Must be willing and able to comply with the visit schedule and study requirements.
Cohort 1 only: Must have participated in study MYR-Reg-02.
Cohort 2 only: Individuals scheduled to receive bulevirtide (BLV) according to the approved label or for whom the decision to start treatment with BLV according to the approved label has been made and treatment initiation is planned.

Key Exclusion Criteria:

Individuals currently enrolled in BLV clinical treatment studies and/or other interventional clinical studies with an investigational agent.
History or current presence of clinically significant illness or any other major medical disorder that may interfere with individual follow-up, assessments, or compliance with the protocol.
Coinfection with hepatitis C virus (HCV) or human immunodeficiency virus (HIV) (Individuals with HCV antibodies can be enrolled if HCV RNA is negative).
Solid organ transplantation.
Any history, or current evidence of clinical hepatic decompensation (ie, ascites, encephalopathy, jaundice, or gastrointestinal bleeding (GIB)).
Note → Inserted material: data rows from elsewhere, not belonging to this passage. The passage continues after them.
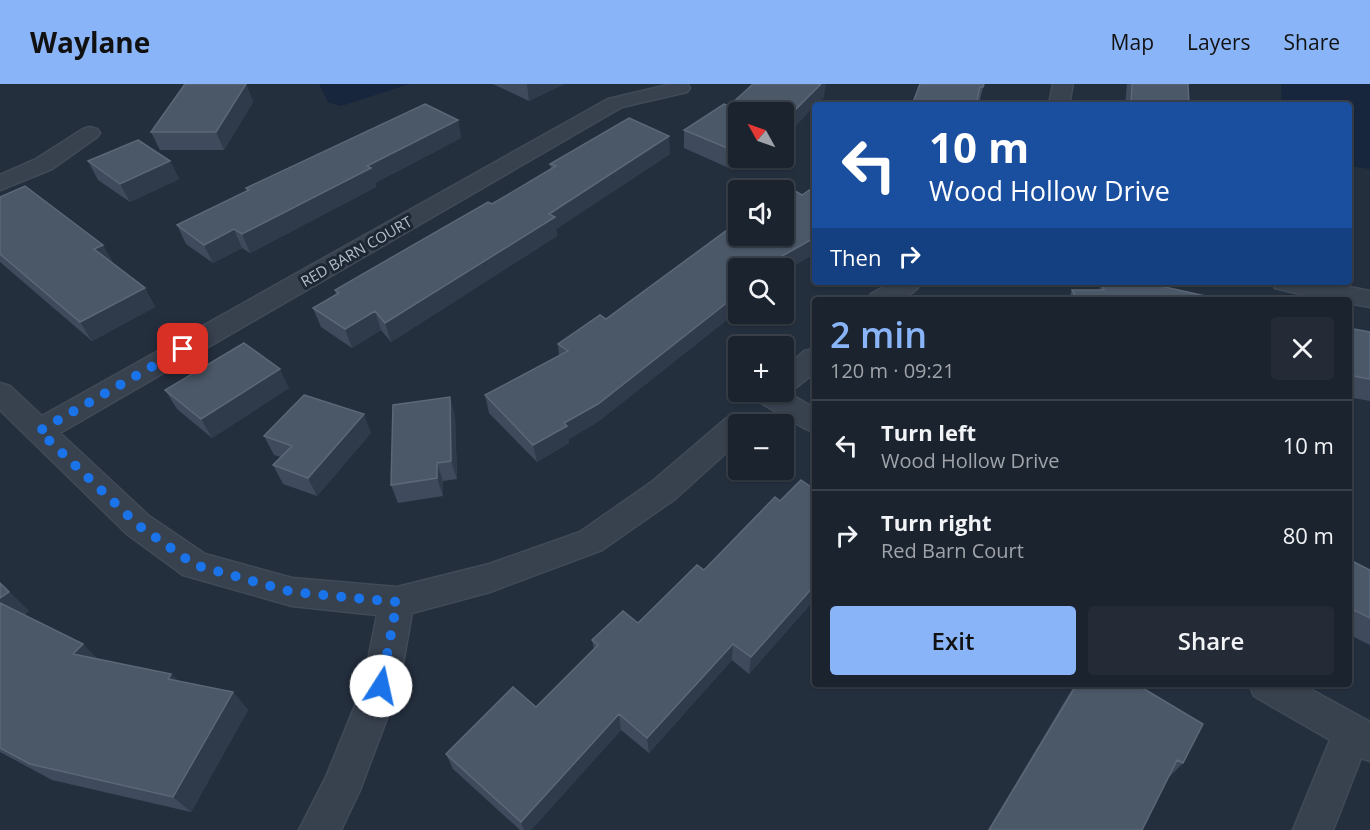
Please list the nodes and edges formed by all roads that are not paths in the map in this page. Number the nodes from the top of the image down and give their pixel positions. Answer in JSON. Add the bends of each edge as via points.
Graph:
{"nodes":[{"id":1,"x":1063,"y":84,"type":"edge"},
{"id":2,"x":680,"y":88,"type":"dead end"},
{"id":3,"x":1060,"y":102,"type":"edge"},
{"id":4,"x":90,"y":133,"type":"dead end"},
{"id":5,"x":0,"y":183,"type":"edge"},
{"id":6,"x":905,"y":285,"type":"edge"},
{"id":7,"x":1299,"y":285,"type":"edge"},
{"id":8,"x":885,"y":297,"type":"edge"},
{"id":9,"x":1370,"y":299,"type":"edge"},
{"id":10,"x":812,"y":360,"type":"edge"},
{"id":11,"x":794,"y":376,"type":"edge"},
{"id":12,"x":0,"y":393,"type":"edge"},
{"id":13,"x":764,"y":402,"type":"edge"},
{"id":14,"x":791,"y":402,"type":"edge"},
{"id":15,"x":751,"y":414,"type":"edge"},
{"id":16,"x":812,"y":419,"type":"edge"},
{"id":17,"x":39,"y":431,"type":"junction"},
{"id":18,"x":728,"y":434,"type":"edge"},
{"id":19,"x":397,"y":602,"type":"junction"},
{"id":20,"x":1273,"y":687,"type":"edge"},
{"id":21,"x":1361,"y":738,"type":"edge"},
{"id":22,"x":319,"y":830,"type":"edge"},
{"id":23,"x":1313,"y":830,"type":"edge"}],
"edges":[{"from":1,"to":3,"type":"street"},
{"from":2,"to":17,"type":"street","name":"RED BARN COURT","via":[[615,103]]},
{"from":4,"to":5,"type":"street","via":[[44,164]]},
{"from":6,"to":8,"type":"street"},
{"from":7,"to":9,"type":"street"},
{"from":10,"to":11,"type":"street"},
{"from":12,"to":17,"type":"street"},
{"from":13,"to":15,"type":"street"},
{"from":14,"to":16,"type":"street"},
{"from":17,"to":19,"type":"street","via":[[138,525],[195,565],[292,592]]},
{"from":18,"to":19,"type":"street","via":[[664,490],[591,541],[490,578]]},
{"from":19,"to":22,"type":"street","via":[[381,686],[340,790]]},
{"from":20,"to":21,"type":"street"},
{"from":21,"to":23,"type":"street"}]}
Presence of hepatocellular carcinoma (HCC) as evidenced by imaging (eg, ultrasound or computed tomography scan) performed within 4 months prior to Day 1 for individuals with cirrhosis and within 6 months prior to Day 1 for individuals without cirrhosis.
Pregnant or breastfeeding females.
Individuals with a severe acute respiratory syndrome coronavirus 2 (SARS-CoV-2) infection confirmed by a positive polymerase chain reaction test result.
Known hypersensitivity or contraindication to BLV or formulation excipients.
Individuals who are committed to an institution by virtue of a court or official order.
Individuals deemed by the study investigator to be inappropriate for study participation for any reason not otherwise listed. This includes persons dependent on the sponsor, investigator, or trial site.